- [Data in this exercise]

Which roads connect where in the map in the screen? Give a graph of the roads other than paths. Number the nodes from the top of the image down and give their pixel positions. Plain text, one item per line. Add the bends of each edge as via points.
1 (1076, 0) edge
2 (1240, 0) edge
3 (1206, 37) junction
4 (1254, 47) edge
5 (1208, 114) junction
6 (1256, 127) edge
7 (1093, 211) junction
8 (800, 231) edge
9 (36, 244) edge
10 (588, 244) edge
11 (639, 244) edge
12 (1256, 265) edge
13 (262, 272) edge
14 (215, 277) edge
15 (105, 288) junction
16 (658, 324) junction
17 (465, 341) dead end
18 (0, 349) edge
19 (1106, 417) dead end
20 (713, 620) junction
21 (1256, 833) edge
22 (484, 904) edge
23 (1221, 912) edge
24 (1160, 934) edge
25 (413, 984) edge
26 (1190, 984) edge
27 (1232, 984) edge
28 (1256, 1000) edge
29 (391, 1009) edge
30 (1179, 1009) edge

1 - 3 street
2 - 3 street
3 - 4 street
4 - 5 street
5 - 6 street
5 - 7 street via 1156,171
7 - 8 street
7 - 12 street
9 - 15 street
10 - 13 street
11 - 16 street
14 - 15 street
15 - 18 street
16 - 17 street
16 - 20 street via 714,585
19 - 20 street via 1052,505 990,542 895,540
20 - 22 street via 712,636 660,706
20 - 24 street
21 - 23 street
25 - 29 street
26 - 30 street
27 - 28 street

- [What the task asks]
When you answer, repeat every record exactly, omitting nothing.

- [Answer below]
Which roads connect where in the map in the screen? Give a graph of the roads other than paths. Number the nodes from the top of the image down and give their pixel positions. Plain text, one item per line. Add the bends of each edge as via points.
1 (1076, 0) edge
2 (1240, 0) edge
3 (1206, 37) junction
4 (1254, 47) edge
5 (1208, 114) junction
6 (1256, 127) edge
7 (1093, 211) junction
8 (800, 231) edge
9 (36, 244) edge
10 (588, 244) edge
11 (639, 244) edge
12 (1256, 265) edge
13 (262, 272) edge
14 (215, 277) edge
15 (105, 288) junction
16 (658, 324) junction
17 (465, 341) dead end
18 (0, 349) edge
19 (1106, 417) dead end
20 (713, 620) junction
21 (1256, 833) edge
22 (484, 904) edge
23 (1221, 912) edge
24 (1160, 934) edge
25 (413, 984) edge
26 (1190, 984) edge
27 (1232, 984) edge
28 (1256, 1000) edge
29 (391, 1009) edge
30 (1179, 1009) edge

1 - 3 street
2 - 3 street
3 - 4 street
4 - 5 street
5 - 6 street
5 - 7 street via 1156,171
7 - 8 street
7 - 12 street
9 - 15 street
10 - 13 street
11 - 16 street
14 - 15 street
15 - 18 street
16 - 17 street
16 - 20 street via 714,585
19 - 20 street via 1052,505 990,542 895,540
20 - 22 street via 712,636 660,706
20 - 24 street
21 - 23 street
25 - 29 street
26 - 30 street
27 - 28 street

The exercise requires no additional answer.